What lines of the data include the string "need"? Copy them all.

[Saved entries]
[Start of section]
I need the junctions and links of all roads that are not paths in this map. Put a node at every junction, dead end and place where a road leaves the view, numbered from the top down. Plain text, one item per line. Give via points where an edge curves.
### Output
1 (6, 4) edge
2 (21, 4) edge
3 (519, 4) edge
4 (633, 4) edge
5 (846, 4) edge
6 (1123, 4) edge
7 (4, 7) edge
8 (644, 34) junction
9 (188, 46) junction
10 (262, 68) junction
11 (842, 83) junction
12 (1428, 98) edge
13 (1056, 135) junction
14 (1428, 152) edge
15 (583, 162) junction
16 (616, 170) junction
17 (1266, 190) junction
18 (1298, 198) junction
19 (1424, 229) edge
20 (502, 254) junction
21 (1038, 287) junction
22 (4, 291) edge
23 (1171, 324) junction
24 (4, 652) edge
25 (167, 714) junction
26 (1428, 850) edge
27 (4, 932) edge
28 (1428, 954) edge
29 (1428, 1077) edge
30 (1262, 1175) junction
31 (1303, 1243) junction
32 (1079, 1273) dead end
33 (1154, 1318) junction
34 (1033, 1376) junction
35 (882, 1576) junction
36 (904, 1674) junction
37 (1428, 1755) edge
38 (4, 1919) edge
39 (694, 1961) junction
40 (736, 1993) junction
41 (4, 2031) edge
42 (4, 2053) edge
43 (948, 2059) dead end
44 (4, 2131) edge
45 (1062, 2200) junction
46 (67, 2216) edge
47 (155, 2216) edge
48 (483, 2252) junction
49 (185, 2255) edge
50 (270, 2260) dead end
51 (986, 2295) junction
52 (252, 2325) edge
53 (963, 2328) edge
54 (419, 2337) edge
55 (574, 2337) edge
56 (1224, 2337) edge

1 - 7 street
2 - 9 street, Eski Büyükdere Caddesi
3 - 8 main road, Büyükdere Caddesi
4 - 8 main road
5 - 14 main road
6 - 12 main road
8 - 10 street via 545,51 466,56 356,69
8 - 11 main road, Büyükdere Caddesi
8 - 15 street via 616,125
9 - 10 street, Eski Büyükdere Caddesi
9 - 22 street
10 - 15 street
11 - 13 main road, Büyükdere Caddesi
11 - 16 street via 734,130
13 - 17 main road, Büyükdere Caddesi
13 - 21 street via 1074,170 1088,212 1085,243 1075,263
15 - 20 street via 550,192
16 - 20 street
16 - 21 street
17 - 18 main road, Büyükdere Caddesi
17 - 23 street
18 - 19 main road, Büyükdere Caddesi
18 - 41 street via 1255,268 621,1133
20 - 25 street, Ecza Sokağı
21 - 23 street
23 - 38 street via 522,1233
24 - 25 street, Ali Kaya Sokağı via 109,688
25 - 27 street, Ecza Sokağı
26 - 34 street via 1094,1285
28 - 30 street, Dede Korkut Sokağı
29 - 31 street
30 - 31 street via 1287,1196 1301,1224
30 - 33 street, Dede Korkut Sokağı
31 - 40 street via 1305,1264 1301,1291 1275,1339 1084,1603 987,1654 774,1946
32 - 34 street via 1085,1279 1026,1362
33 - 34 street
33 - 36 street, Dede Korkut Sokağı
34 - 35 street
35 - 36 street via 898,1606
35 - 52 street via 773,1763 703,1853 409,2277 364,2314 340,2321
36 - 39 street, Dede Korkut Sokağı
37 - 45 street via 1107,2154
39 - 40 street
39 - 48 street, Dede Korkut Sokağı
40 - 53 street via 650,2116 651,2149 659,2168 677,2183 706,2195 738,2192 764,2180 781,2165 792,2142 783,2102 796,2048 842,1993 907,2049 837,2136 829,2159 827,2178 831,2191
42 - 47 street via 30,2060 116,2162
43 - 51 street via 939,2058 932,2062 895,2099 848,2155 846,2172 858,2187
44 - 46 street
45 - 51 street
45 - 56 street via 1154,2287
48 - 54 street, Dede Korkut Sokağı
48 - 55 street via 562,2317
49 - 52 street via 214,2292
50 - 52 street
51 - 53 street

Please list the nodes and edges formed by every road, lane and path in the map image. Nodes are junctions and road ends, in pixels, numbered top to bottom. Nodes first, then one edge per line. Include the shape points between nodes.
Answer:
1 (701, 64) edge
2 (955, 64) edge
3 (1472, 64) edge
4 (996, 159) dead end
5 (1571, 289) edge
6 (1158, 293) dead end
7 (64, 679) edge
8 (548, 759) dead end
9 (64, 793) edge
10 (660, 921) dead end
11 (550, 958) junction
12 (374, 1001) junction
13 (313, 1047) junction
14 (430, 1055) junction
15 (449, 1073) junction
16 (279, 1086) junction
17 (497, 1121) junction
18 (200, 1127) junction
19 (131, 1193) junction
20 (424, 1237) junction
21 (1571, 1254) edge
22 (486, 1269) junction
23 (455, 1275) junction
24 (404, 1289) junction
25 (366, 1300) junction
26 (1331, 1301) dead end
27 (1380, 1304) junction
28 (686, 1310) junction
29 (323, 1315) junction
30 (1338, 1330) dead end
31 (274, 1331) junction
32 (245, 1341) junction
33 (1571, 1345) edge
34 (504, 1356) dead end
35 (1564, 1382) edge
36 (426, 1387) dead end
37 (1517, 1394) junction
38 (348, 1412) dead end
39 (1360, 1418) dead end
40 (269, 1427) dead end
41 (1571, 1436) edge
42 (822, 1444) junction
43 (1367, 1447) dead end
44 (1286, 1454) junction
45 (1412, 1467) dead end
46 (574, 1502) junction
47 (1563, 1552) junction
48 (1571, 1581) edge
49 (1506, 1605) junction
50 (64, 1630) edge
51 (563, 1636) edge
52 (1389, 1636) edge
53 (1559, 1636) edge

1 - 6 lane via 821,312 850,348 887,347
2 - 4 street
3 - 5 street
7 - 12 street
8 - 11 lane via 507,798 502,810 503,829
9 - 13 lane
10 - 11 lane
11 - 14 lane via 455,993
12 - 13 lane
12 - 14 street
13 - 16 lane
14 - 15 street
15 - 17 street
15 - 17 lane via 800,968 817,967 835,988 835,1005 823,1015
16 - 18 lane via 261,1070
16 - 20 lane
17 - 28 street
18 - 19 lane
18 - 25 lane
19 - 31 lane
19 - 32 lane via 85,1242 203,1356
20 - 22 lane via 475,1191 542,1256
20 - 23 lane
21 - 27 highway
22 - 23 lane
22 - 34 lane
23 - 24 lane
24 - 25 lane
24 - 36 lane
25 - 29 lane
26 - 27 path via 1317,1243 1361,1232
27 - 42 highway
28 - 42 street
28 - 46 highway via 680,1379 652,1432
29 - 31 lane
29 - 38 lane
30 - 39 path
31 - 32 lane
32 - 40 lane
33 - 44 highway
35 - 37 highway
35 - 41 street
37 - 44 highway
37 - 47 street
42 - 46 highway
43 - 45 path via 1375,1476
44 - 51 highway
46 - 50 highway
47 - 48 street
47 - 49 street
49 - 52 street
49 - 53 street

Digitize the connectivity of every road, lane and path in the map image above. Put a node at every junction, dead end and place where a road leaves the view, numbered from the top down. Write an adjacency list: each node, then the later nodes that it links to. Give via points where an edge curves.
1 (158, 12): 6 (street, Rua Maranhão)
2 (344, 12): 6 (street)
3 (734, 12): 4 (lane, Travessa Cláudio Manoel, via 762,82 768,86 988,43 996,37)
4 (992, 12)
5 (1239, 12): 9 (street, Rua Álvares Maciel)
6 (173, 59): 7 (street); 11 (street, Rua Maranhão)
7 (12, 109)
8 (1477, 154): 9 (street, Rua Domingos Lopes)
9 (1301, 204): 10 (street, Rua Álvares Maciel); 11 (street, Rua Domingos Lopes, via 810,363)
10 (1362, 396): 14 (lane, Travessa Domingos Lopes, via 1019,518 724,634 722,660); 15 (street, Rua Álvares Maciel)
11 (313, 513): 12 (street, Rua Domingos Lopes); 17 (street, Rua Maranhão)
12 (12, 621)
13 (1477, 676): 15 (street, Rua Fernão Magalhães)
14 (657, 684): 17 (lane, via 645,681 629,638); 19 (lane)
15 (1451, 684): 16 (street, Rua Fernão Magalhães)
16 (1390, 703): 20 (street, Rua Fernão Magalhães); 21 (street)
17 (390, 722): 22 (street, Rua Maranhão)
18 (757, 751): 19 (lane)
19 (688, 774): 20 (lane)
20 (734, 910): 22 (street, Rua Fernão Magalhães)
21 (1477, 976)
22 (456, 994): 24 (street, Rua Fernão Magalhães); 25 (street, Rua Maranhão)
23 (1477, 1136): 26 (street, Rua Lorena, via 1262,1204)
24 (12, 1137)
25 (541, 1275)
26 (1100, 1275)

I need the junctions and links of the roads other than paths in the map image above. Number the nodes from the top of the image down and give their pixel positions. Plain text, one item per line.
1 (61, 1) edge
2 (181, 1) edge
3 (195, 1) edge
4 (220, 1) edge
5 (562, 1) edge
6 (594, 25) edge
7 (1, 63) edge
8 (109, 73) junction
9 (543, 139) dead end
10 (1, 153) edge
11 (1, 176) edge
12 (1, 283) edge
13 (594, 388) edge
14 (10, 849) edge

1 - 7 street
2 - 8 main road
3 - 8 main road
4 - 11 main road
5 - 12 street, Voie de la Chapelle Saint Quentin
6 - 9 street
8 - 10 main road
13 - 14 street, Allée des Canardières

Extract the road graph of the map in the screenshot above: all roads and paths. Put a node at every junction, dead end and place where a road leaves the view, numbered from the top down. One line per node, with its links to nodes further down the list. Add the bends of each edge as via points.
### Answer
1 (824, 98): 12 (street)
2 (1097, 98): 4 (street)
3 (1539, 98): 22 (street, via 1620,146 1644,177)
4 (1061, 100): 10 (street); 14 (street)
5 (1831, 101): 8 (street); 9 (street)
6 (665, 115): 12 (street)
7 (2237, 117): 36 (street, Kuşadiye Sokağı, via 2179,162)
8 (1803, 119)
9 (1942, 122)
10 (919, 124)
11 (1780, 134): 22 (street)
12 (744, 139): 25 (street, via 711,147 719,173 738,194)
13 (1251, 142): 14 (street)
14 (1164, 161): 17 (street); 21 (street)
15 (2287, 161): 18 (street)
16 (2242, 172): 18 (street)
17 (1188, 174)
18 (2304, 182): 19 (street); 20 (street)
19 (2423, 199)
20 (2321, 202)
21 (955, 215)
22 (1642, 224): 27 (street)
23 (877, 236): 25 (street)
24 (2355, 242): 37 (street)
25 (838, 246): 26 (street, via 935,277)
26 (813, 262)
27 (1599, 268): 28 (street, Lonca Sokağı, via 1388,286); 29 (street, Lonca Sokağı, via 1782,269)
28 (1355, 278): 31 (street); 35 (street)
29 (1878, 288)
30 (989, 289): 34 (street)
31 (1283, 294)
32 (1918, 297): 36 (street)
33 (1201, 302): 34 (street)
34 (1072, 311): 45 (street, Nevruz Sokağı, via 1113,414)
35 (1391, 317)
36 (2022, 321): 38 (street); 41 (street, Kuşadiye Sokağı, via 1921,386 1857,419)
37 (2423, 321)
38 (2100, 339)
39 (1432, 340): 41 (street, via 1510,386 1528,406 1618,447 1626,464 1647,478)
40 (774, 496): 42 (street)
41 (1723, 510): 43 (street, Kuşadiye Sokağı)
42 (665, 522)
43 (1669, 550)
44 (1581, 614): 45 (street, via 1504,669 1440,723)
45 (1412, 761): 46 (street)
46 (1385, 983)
[End of section]
Problem solution:
I need the junctions and links of all roads that are not paths in this map. Put a node at every junction, dead end and place where a road leaves the view, numbered from the top down. Plain text, one item per line. Give via points where an edge curves.
I need the junctions and links of the roads other than paths in the map image above. Number the nodes from the top of the image down and give their pixel positions. Plain text, one item per line.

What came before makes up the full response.